Salen et al. had similar outcomes in his two prospective studies in 1999 and 2005 [36, 37]. However, in the earlier study, out of 59 patients with no cardiac activity, 2 had survived. Several other studies have been published during the last two decades with similar findings of poor outcome associated with cardiac standstill, but most of them still reported ROSC incidence in a small number of patients with cardiac standstill [39,40,41,42]. One of the highest survivals of patients with no wall motion was reported by Breitkreutz et al. in 2010 wherein a total of five (10%) out of 50 patients with no cardiac movement survived . His results also confirmed that the presence of wall motion can predict a much higher survival rate (n = 30/75, 40%). This was further validated in more recent study, the US-CAB protocol where cardiac activity identified in 47 cases (26.6%) out of a total of 177 arrest patients being studied was associated with higher rates of ROSC (95.7% vs. 21.5%, p < 0.0001) and survival to hospital discharge (25.5% vs. 10.0%, p < 0.01). Furthermore, detection of cardiac activity after 10 min of CPR exhibited 100% sensitivity, specificity, positive and negative predictive value for ROSC .
The largest, multi-center, observational prospective study was published in December 2016 by Gaspari et al. . The REASON 1 trial (Real-time Assessment and Evaluation with Sonography—Outcomes Network), included over 20 hospitals and enrolled 793 patients. The study looked at rate of ROSC, rate of survival to hospital admission and to hospital discharge. Overall survival to discharge was 0.6% (n = 5) for patients in cardiac standstill and 3.8% for patients with cardiac activity (n = 30). A subgroup analysis of patients who had no bystander CPR, presented with asystole and had no cardiac activity on arrival, had no ROSC. Furthermore, REASON was the first trial to prove that sonographic identification and treatment of a reversible cause of a cardiac arrest increases survival. Fifteen percent of identified pericardial tamponades in the trial achieved ROSC and were discharged out of the hospital.

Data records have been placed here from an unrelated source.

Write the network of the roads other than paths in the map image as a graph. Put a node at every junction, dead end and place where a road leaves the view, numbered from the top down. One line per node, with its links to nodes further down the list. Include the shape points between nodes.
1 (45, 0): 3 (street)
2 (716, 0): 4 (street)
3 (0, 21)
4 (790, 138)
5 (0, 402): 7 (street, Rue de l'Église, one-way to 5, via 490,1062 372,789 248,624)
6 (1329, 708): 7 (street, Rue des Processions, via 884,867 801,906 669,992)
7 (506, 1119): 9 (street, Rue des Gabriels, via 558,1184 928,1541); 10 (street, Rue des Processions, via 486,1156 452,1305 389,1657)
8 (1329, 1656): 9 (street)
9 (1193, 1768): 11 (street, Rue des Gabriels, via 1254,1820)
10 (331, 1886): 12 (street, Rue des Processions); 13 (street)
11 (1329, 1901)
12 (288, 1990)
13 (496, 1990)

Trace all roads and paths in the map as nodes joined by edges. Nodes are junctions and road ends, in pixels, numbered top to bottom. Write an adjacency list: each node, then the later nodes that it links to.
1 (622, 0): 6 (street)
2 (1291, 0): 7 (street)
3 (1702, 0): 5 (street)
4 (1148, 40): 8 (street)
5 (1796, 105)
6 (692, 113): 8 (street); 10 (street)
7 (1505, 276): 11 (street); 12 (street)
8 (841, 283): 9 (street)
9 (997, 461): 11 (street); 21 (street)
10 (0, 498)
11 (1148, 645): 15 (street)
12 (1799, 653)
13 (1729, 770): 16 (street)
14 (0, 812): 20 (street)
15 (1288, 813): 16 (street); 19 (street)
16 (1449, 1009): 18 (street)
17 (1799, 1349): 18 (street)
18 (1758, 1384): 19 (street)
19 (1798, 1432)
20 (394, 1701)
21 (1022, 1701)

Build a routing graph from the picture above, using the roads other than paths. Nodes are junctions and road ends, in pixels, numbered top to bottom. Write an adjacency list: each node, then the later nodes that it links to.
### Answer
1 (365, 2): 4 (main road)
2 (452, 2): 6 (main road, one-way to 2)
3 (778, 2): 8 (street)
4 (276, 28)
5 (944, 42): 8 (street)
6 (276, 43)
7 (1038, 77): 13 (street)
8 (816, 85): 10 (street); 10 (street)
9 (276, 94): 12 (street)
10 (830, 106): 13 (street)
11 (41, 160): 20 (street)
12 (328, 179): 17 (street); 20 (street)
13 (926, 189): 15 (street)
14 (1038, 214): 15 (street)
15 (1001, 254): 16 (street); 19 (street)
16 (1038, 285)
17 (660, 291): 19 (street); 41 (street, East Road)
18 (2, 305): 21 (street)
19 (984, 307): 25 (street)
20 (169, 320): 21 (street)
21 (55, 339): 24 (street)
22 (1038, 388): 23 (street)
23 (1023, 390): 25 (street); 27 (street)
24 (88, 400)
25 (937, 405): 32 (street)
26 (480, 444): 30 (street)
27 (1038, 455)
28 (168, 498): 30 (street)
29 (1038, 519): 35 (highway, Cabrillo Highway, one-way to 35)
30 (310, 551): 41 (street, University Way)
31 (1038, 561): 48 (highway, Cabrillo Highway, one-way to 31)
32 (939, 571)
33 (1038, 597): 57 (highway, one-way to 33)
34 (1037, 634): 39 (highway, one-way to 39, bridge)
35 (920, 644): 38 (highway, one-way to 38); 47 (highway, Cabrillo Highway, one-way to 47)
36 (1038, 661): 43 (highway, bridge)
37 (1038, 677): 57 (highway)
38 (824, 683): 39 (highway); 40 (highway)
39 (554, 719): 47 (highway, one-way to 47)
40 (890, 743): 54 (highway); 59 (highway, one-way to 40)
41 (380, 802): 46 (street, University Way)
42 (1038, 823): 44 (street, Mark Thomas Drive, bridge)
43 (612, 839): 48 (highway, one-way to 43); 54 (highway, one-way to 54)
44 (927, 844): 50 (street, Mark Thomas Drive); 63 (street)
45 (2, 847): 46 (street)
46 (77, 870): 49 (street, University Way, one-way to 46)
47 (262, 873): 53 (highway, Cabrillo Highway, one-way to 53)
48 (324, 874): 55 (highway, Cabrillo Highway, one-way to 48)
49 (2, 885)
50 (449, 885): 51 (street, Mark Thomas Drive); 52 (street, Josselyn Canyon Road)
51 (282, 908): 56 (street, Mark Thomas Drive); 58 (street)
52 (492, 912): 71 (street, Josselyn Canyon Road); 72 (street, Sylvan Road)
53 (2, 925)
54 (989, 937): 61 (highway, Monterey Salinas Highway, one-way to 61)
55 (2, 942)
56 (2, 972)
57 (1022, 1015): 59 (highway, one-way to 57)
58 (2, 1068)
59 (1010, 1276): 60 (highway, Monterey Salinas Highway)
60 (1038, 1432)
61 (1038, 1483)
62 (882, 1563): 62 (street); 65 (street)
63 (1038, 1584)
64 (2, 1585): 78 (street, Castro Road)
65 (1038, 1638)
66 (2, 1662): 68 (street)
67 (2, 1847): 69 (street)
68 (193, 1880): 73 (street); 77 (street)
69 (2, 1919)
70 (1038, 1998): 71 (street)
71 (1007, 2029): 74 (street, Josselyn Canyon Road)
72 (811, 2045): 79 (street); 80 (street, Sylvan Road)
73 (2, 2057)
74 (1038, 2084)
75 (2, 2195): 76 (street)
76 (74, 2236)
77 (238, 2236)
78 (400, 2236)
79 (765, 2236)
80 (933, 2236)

In March 2019, Members of the Sonography in Hypotension and Cardiac Arrest (SHoC) Investigators published a meta-analysis on the reliability of PoCUS to predict outcome in non-traumatic out-of-hospital and in-hospital cardiac arrests . Ten studies with 1486 participants were included. Presence of cardiac activity on PoCUS had a pooled sensitivity of 60.3% (95% CI 38.1–78.9%) and specificity of 91.5% (80.8–96.5%) for ROSC. In asystole, the sensitivity of cardiac activity on PoCUS for predicting ROSC was 26.1 (7.8–59.6%) compared with 76.7% (61.3–87.2%) in PEA. Cardiac activity on PoCUS had higher odd ratios of 16.9 for ROSC, 10.3 for hospital admission and 8.03 for hospital discharge. Unlike previous metanalyses by Blyth et al. Tsou et al. and Wu et al. the SHoC group excluded studies with traumatic arrests or shockable rhythms [44,45,46]. One of the major discrepancies among the included studies was the definition of cardiac activity and operator experience.
Physicians who use bedside ultrasound in their resuscitations feel more comfortable terminating codes if no cardiac activity is found . Although the chances of survival for cardiac activity in asystole are small, they are still three times higher than those in true standstill. Therefore, it would stand to reason that those particular patients would benefit more from longer resuscitation efforts.